Assets are things that are owned by the business which are used to produce economic value to the business in meeting its debts and other commitments. These could be classed as:

·         Non-Current assets

·         Current assets

 

Non-Current assets are things that are owned by the business over a long period of time usually for longer than one year and these assets cannot be converted to cash so easily. Examples include:

·         Motor vehicles

·         Property

·         Furniture

 

Current assets are things that are owned by the business over a short period of time usually for shorter than one year and these assets are more liquid than non-current assets and are cash or can be easily converted into cash. Examples include:

·         Bank

·         Debtors

·         Stock

 


Your task:

Identify 3 differences between current and non-current assets

Friday 2 June 2023

Overhead Absorption Rates

Absorption of overheads is the process by which the total cost of a production centre is charged to the cost units within that centre. Absorption of overheads is charged to cost units based on an absorption rate and this is calculated at the beginning of the period based on budgeted activity and budgeted overheads. There are 3 methods of calculating the overhead absorption rate and the business can select the method they wish to use, depending on their production process.


1. Units of production 

It may be possible to calculate how much overhead should be absorbed by each unit of product produced within the centre, having derived all allocated or apportioned overhead costs. The formula below would be applied:

Total budgeted overheads cost / Total budgeted units of production

Application: Having derived the overhead absorption rate which is how much overhead that needs to be charged on each unit of product, the full production cost per unit can then be calculated. Total overheads chargeable to a piece of work= overhead absorption rate x number of the units of products produced.


2. Direct labour hours 

Overheads can be absorbed based on the total number of direct labour hours to be worked in the production centre and then applied to specific jobs. This is normally used where the production involves heavy use of labour hours. In such case, the formula below would be applied:

Total budgeted overheads cost / Total budgeted direct labour hours 

Application: Total overheads chargeable to a piece of work= overhead absorption rate x number of direct labour hours consumed on the task.


3. Machine hours

Overheads can be absorbed based on the total number of machine hours to be worked in the production centre and then applied to specific jobs. This is normally used where the production involves heavy use of machine time. In such case, the formula below would be applied: 

Total budgeted overheads cost / Total budgeted machine hours 

Application: Total overheads chargeable to a piece of work= overhead absorption rate x number of direct machine hours consumed on the task.

Monday 13 March 2023

What's on a VAT return?

The boxes on the VAT return show the following information: 


Box 1 VAT due in this period on sales and other outputs

This contains the VAT charged on all sales and receipts for the period of the VAT return less any VAT on sales returns. This represents the total output tax. This total should be adjusted for any net errors (£10,000 net or less) from a previous return which increase the output tax. The credit notes should be deducted and the net error should be an addition. This box should include all VAT due to HMRC for any other reasons, such as fuel scale charge. 

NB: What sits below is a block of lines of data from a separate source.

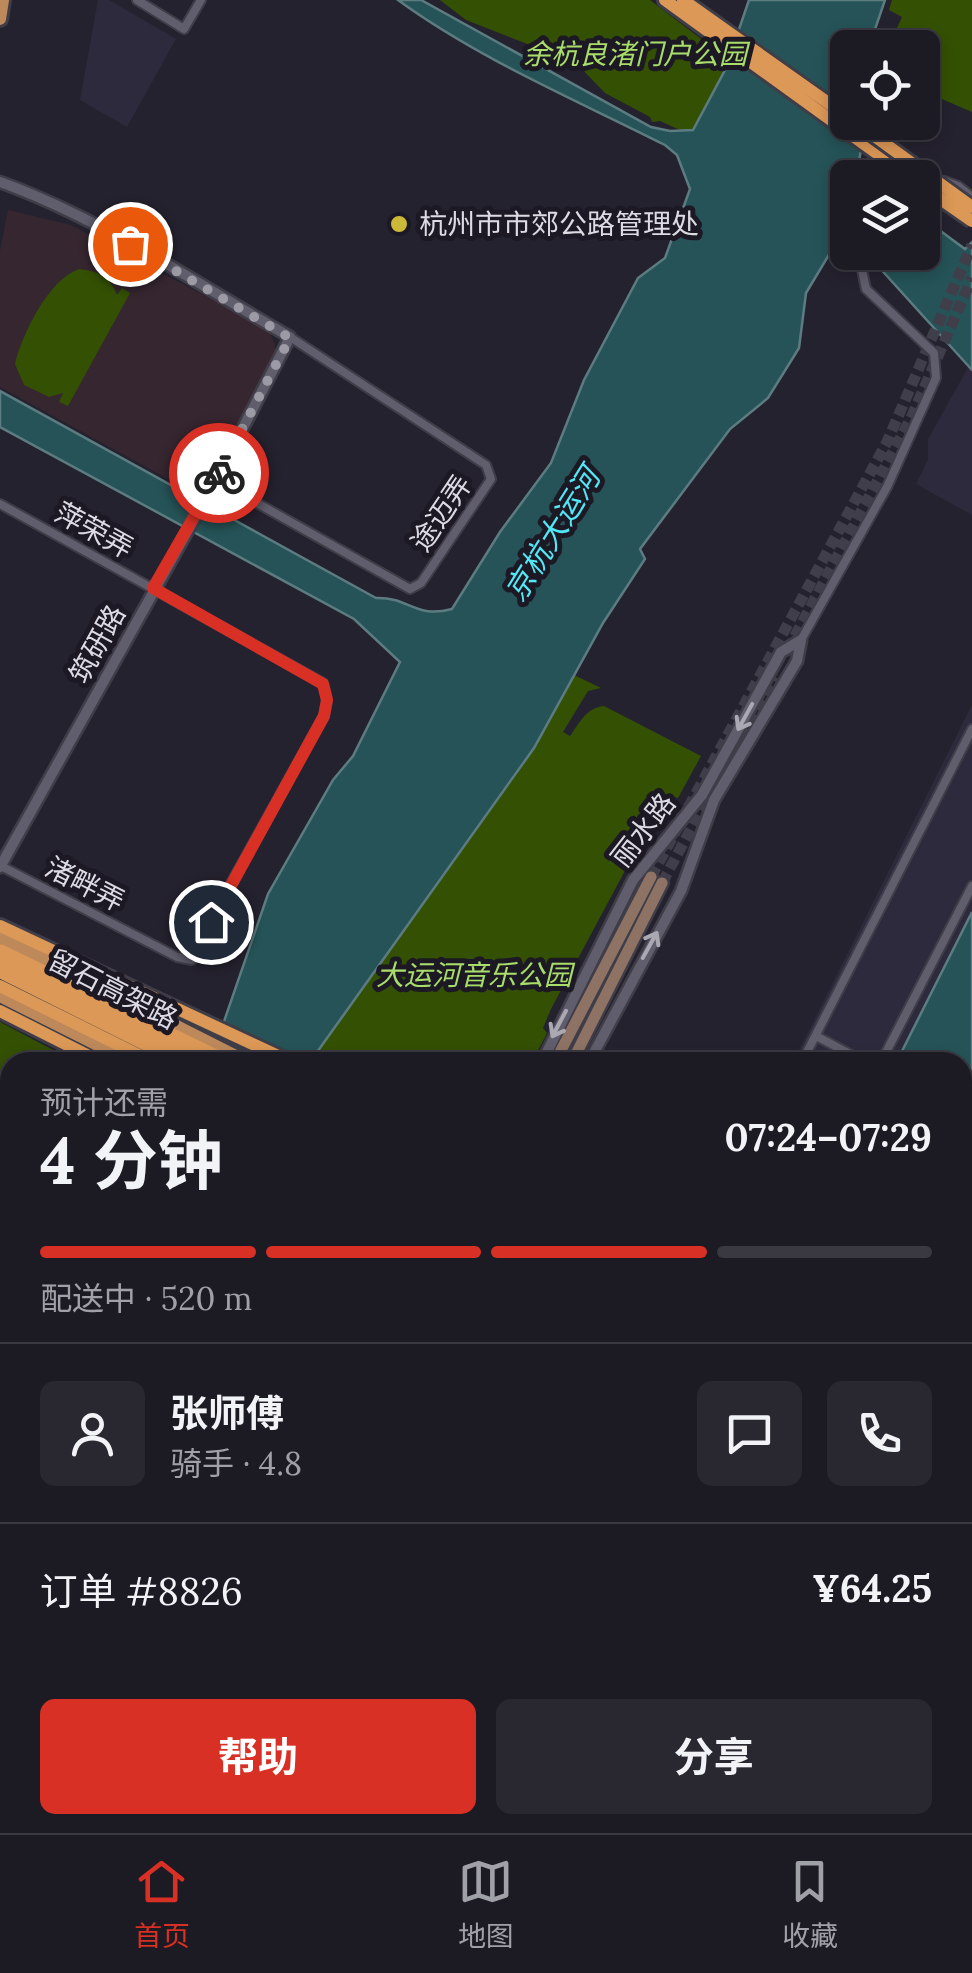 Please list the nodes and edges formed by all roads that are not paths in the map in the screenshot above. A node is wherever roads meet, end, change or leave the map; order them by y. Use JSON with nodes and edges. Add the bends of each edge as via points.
{"nodes":[{"id":1,"x":3,"y":0,"type":"edge"},
{"id":2,"x":137,"y":0,"type":"edge"},
{"id":3,"x":201,"y":0,"type":"edge"},
{"id":4,"x":665,"y":0,"type":"edge"},
{"id":5,"x":683,"y":0,"type":"edge"},
{"id":6,"x":0,"y":19,"type":"edge"},
{"id":7,"x":830,"y":105,"type":"edge"},
{"id":8,"x":879,"y":140,"type":"edge"},
{"id":9,"x":886,"y":160,"type":"edge"},
{"id":10,"x":0,"y":182,"type":"edge"},
{"id":11,"x":940,"y":185,"type":"edge"},
{"id":12,"x":972,"y":197,"type":"edge"},
{"id":13,"x":940,"y":199,"type":"edge"},
{"id":14,"x":972,"y":206,"type":"edge"},
{"id":15,"x":972,"y":222,"type":"edge"},
{"id":16,"x":862,"y":270,"type":"edge"},
{"id":17,"x":290,"y":338,"type":"junction"},
{"id":18,"x":216,"y":480,"type":"junction"},
{"id":19,"x":0,"y":504,"type":"edge"},
{"id":20,"x":153,"y":588,"type":"junction"},
{"id":21,"x":800,"y":640,"type":"junction"},
{"id":22,"x":323,"y":684,"type":"joint"},
{"id":23,"x":972,"y":729,"type":"edge"},
{"id":24,"x":0,"y":866,"type":"edge"},
{"id":25,"x":972,"y":886,"type":"edge"},
{"id":26,"x":0,"y":926,"type":"edge"},
{"id":27,"x":0,"y":937,"type":"edge"},
{"id":28,"x":0,"y":950,"type":"edge"},
{"id":29,"x":0,"y":960,"type":"edge"},
{"id":30,"x":0,"y":972,"type":"edge"},
{"id":31,"x":0,"y":986,"type":"edge"},
{"id":32,"x":0,"y":996,"type":"edge"},
{"id":33,"x":0,"y":1011,"type":"edge"},
{"id":34,"x":816,"y":1036,"type":"junction"},
{"id":35,"x":81,"y":1052,"type":"edge"},
{"id":36,"x":111,"y":1052,"type":"edge"},
{"id":37,"x":134,"y":1052,"type":"edge"},
{"id":38,"x":160,"y":1052,"type":"edge"},
{"id":39,"x":184,"y":1052,"type":"edge"},
{"id":40,"x":209,"y":1052,"type":"edge"},
{"id":41,"x":228,"y":1052,"type":"edge"},
{"id":42,"x":270,"y":1052,"type":"edge"},
{"id":43,"x":544,"y":1052,"type":"edge"},
{"id":44,"x":561,"y":1052,"type":"edge"},
{"id":45,"x":577,"y":1052,"type":"edge"},
{"id":46,"x":594,"y":1052,"type":"edge"},
{"id":47,"x":807,"y":1052,"type":"edge"},
{"id":48,"x":846,"y":1052,"type":"edge"},
{"id":49,"x":886,"y":1052,"type":"edge"}],
"edges":[{"from":1,"to":6,"type":"main road"},
{"from":2,"to":3,"type":"street","via":[[184,30]]},
{"from":4,"to":9,"type":"highway"},
{"from":5,"to":7,"type":"highway"},
{"from":8,"to":14,"type":"highway","bridge":true},
{"from":10,"to":17,"type":"street","via":[[130,244]]},
{"from":11,"to":12,"type":"street","via":[[945,181]]},
{"from":13,"to":15,"type":"highway","bridge":true},
{"from":16,"to":21,"type":"street","name":"丽水路","via":[[866,289],[934,352],[936,378],[879,503]]},
{"from":17,"to":18,"type":"street","name":"筑研路"},
{"from":17,"to":18,"type":"street","name":"途迈弄","via":[[486,465],[491,479],[421,583],[410,589]]},
{"from":18,"to":20,"type":"street","name":"筑研路"},
{"from":19,"to":20,"type":"street","name":"萍荣弄"},
{"from":20,"to":22,"type":"street","name":"萍荣弄"},
{"from":20,"to":24,"type":"street","name":"筑研路"},
{"from":21,"to":43,"type":"street","name":"丽水路","one_way":true,"via":[[781,652],[702,794],[633,880]]},
{"from":46,"to":21,"type":"street","name":"丽水路","one_way":true,"via":[[680,891],[714,800],[797,660]]},
{"from":22,"to":24,"type":"street","name":"渚畔弄","via":[[324,716],[192,960]]},
{"from":23,"to":34,"type":"street"},
{"from":25,"to":49,"type":"street"},
{"from":26,"to":42,"type":"highway","name":"留石高架路"},
{"from":27,"to":41,"type":"main road"},
{"from":28,"to":40,"type":"highway"},
{"from":29,"to":39,"type":"highway","name":"留石高架路"},
{"from":30,"to":38,"type":"highway","name":"留石高架路"},
{"from":31,"to":37,"type":"highway"},
{"from":32,"to":36,"type":"main road"},
{"from":33,"to":35,"type":"highway"},
{"from":34,"to":47,"type":"street"},
{"from":34,"to":48,"type":"street"},
{"from":44,"to":45,"type":"main road","name":"丽水路","via":[[656,880]]}]} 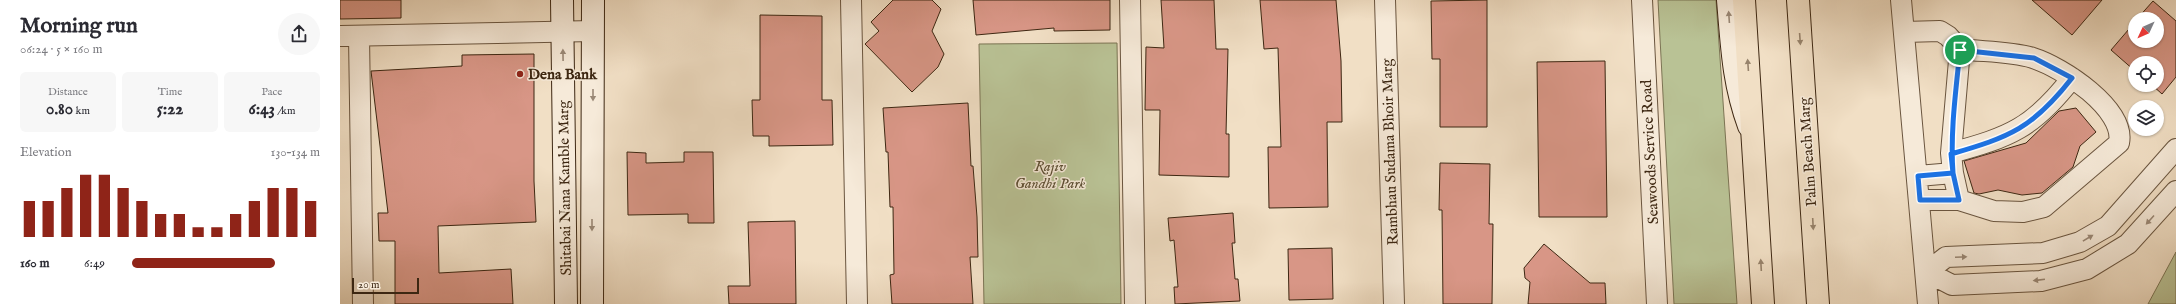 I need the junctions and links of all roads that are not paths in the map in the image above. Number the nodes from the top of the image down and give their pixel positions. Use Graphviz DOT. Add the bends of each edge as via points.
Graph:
graph roads {
  1 [pos="562,0"];
  2 [pos="593,0"];
  3 [pos="851,0"];
  4 [pos="1130,0"];
  5 [pos="1385,0"];
  6 [pos="1642,0"];
  7 [pos="1728,0"];
  8 [pos="1744,0"];
  9 [pos="1798,0"];
  10 [pos="1901,0"];
  11 [pos="562,31"];
  12 [pos="593,31"];
  13 [pos="1904,32"];
  14 [pos="349,36"];
  15 [pos="1960,50"];
  16 [pos="2072,78"];
  17 [pos="1754,136"];
  18 [pos="2176,149"];
  19 [pos="1952,163"];
  20 [pos="1918,176"];
  21 [pos="2176,191"];
  22 [pos="1920,200"];
  23 [pos="1959,200"];
  24 [pos="1927,272"];
  25 [pos="363,304"];
  26 [pos="566,304"];
  27 [pos="592,304"];
  28 [pos="857,304"];
  29 [pos="1135,304"];
  30 [pos="1394,304"];
  31 [pos="1657,304"];
  32 [pos="1763,304"];
  33 [pos="1818,304"];
  34 [pos="1928,304"];
  1 -- 11 [label="street, Shitabai Nana Kamble Marg"];
  2 -- 12 [label="street, Shitabai Nana Kamble Marg"];
  3 -- 28 [label="street"];
  4 -- 29 [label="street"];
  5 -- 30 [label="street, Rambhau Sudama Bhoir Marg"];
  6 -- 31 [label="street, Seawoods Service Road"];
  17 -- 7 [label="street, one-way" via="1740,101 1733,70"];
  17 -- 8 [label="main road, one-way"];
  9 -- 33 [label="main road, Palm Beach Marg, one-way"];
  10 -- 13 [label="street"];
  11 -- 12 [label="street"];
  11 -- 14 [label="street"];
  26 -- 11 [label="street, Shitabai Nana Kamble Marg, one-way"];
  12 -- 27 [label="street, Shitabai Nana Kamble Marg, one-way"];
  13 -- 15 [label="street" via="1940,31"];
  13 -- 20 [label="street"];
  14 -- 25 [label="street"];
  15 -- 16 [label="street" via="2034,58"];
  15 -- 19 [label="street"];
  16 -- 19 [label="street" via="2034,120"];
  16 -- 23 [label="street" via="2090,90 2109,112 2119,128 2119,144 2044,207 2023,212 1994,211"];
  32 -- 17 [label="main road, one-way"];
  24 -- 18 [label="street, one-way" via="1946,257 2043,253 2080,242 2108,226"];
  19 -- 20 [label="street"];
  19 -- 23 [label="street"];
  20 -- 22 [label="street"];
  21 -- 24 [label="street, one-way" via="2128,244 2087,269 2041,281 1952,285"];
  22 -- 23 [label="street"];
  22 -- 24 [label="street"];
  24 -- 34 [label="street"];
} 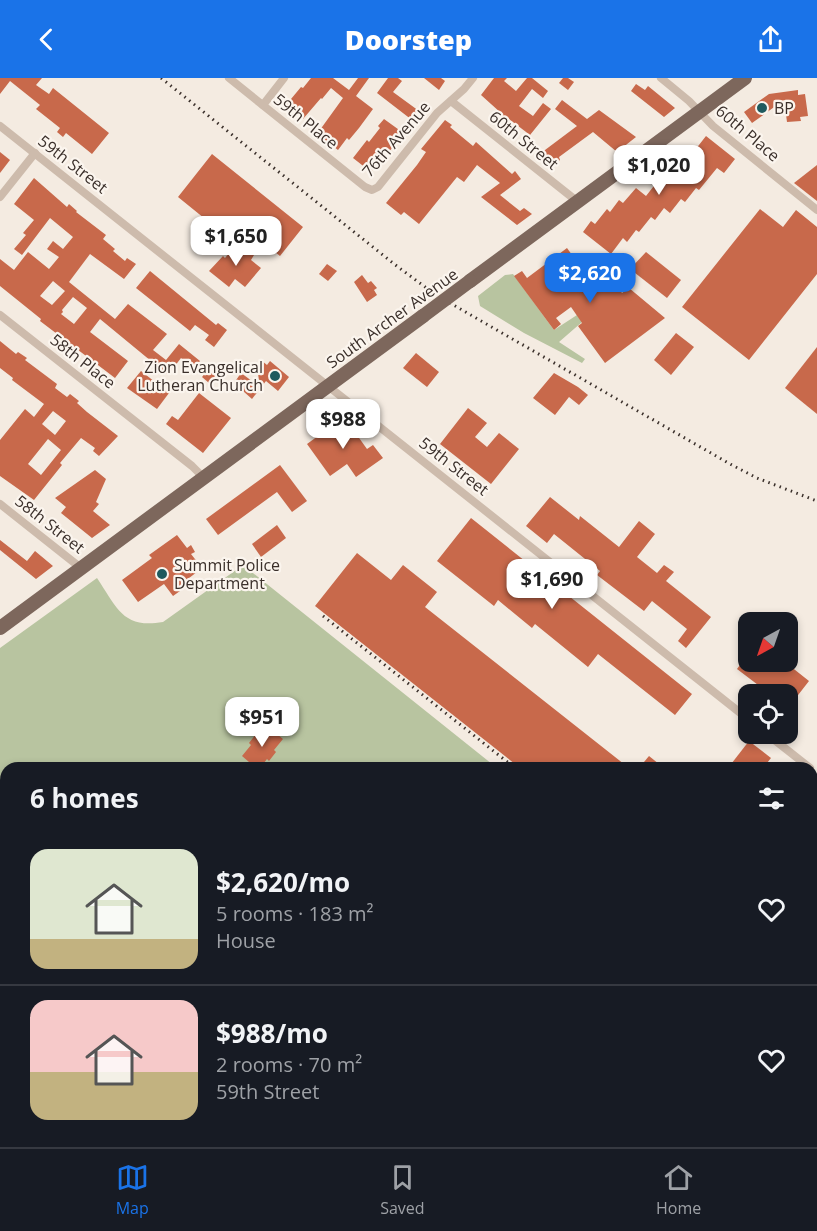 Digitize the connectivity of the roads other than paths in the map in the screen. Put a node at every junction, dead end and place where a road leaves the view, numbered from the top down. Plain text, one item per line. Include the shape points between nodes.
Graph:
1 (229, 78) edge
2 (284, 78) edge
3 (473, 78) edge
4 (661, 78) edge
5 (745, 78) edge
6 (451, 101) junction
7 (263, 105) junction
8 (700, 112) junction
9 (0, 126) edge
10 (35, 153) junction
11 (365, 187) joint
12 (0, 197) edge
13 (578, 202) junction
14 (817, 210) edge
15 (0, 315) edge
16 (328, 386) junction
17 (203, 477) junction
18 (0, 504) edge
19 (81, 568) junction
20 (0, 628) edge
21 (738, 711) edge
22 (780, 744) edge
23 (803, 762) edge

1 - 7 street, 59th Place
2 - 7 street
3 - 6 street, 76th Avenue
4 - 8 street, 60th Place
5 - 8 main road, South Archer Avenue
6 - 11 street, 76th Avenue via 378,187
6 - 13 street, 60th Street
7 - 11 street, 59th Place
8 - 13 main road, South Archer Avenue
8 - 14 street, 60th Place
9 - 10 street, 59th Street
10 - 12 street
10 - 16 street, 59th Street
13 - 16 main road, South Archer Avenue, bridge
15 - 17 street, 58th Place
16 - 17 main road, South Archer Avenue
16 - 21 street, 59th Street
17 - 19 main road, South Archer Avenue
18 - 19 street, 58th Street
19 - 20 main road, South Archer Avenue
22 - 23 street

Box 2 VAT due in this period on acquisitions from other EC Member States

This represents the VAT due in the period on all goods and any services directly related to those goods purchased from VAT registered businesses within the EU. Where there are any purchases from within the EU, the VAT due on such purchases will need to be calculated and disclosed in Box 2 of the tax return, whether or not VAT was paid on the invoice and whether or not VAT on EU purchases are shown in the VAT account. The business may be entitled to reclaim this amount and where this is the case, the same amount is added to Box 4 of the tax return. 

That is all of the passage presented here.